Woman at war

jeudi 27 septembre 2018

19:00 et 21:00

Résumé : Halla, la cinquantaine, déclare la guerre à l’industrie locale de l’aluminium, qui défigure son pays. Elle prend tous les risques pour protéger les Hautes Terres d’Islande… Mais la situation pourrait changer avec l’arrivée inattendue d’une petite orpheline dans sa vie…

Pays : Islande

Année : 2018

Durée : 1h41

Version : VOST

Titre original : Kona fer í stríð

Date de sortie en France : 4 juillet 2018

Réalisateur : Benedikt Erlingsson

Scénario : Ólafur Egilsson, Benedikt Erlingsson

Image : Bergsteinn Björgúlfsson

Musique : Davíd Thór Jónsson

Avec : Halldóra Geirharðsdóttir, Jóhann Sigurðarson, Juan Camillo Roman Estrada

Prix / distinctions : Prix SACD, Semaine Internationale de la Critique, Cannes 2018

Fiche
bobine

Halla, la cinquantaine, déclare la guerre à l’industrie locale de l’aluminium, qui défigure son pays. Elle prend tous les risques pour protéger les Hautes Terres de l’Islande. Traquée, elle apprend en même temps que sa demande d’adoption va aboutir …..

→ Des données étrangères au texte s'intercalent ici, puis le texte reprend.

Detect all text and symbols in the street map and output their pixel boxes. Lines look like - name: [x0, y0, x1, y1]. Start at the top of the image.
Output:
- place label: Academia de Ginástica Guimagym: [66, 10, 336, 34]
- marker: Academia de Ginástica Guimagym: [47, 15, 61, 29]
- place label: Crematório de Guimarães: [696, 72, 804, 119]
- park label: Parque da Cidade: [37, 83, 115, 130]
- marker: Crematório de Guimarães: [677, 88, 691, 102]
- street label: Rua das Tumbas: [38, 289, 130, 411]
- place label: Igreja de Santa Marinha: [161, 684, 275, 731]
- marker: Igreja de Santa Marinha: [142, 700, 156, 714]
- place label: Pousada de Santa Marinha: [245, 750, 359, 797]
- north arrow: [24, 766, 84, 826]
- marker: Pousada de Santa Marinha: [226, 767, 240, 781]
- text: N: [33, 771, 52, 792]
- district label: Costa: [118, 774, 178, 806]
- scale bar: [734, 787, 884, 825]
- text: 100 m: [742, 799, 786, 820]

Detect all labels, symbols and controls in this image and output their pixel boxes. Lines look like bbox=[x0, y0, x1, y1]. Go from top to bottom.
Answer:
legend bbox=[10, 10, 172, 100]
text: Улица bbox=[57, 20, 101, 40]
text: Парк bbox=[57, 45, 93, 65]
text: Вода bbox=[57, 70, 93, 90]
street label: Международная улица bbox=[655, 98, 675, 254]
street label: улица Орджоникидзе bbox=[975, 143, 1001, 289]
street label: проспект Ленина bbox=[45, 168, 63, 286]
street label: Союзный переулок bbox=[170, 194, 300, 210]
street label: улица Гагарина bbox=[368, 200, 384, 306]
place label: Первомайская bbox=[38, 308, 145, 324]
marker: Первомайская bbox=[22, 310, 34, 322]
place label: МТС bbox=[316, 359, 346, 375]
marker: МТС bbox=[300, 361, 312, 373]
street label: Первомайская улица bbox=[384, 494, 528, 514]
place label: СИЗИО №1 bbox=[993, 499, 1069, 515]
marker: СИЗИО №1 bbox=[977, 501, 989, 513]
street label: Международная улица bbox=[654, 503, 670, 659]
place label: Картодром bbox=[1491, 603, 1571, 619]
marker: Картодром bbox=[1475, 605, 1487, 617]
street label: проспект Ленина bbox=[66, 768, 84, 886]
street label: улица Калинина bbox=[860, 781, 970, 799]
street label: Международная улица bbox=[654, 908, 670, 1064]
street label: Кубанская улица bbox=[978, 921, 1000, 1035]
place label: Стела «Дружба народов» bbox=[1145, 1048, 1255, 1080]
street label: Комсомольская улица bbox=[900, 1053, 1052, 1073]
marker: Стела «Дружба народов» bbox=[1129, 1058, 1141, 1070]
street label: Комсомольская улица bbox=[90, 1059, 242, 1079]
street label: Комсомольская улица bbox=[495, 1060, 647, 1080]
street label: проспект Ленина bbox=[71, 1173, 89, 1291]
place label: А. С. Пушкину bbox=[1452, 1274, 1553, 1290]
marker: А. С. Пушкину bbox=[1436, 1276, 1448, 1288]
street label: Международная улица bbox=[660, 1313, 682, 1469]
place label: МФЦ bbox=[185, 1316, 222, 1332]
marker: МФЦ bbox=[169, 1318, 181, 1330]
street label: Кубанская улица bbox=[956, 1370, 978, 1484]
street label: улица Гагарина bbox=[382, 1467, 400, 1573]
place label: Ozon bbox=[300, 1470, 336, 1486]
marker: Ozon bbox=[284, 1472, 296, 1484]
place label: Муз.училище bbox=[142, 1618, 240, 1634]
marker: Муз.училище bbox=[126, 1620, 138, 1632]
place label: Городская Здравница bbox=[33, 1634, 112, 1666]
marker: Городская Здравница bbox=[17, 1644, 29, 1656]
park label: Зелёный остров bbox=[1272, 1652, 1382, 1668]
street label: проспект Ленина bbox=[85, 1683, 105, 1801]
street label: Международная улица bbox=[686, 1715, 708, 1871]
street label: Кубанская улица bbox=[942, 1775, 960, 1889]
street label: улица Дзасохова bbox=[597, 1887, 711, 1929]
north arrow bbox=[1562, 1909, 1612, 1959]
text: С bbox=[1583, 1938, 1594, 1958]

Coup de coeur pour ce film à la fois singulier et fédérateur, à l’humour résolument absurde, qui dresse le portrait complexe d’une héroïne tiraillée entre la cause qu’elle défend et ses aspirations de mère. Ce récit, ancré dans l’actualité et les sublimes paysages de l’Islande, adopte un parti pris surréaliste en plaçant dans son décor un groupe de musiciens et un choeur ukrainien susceptibles, quand ils apparaissent au beau milieu d’une scène, d’insuffler courage et inspiration à l’héroïne. Un artifice malin pour souligner la dramaturgie : quand un événement survient, le spectateur est prévenu par des notes légères ou graves.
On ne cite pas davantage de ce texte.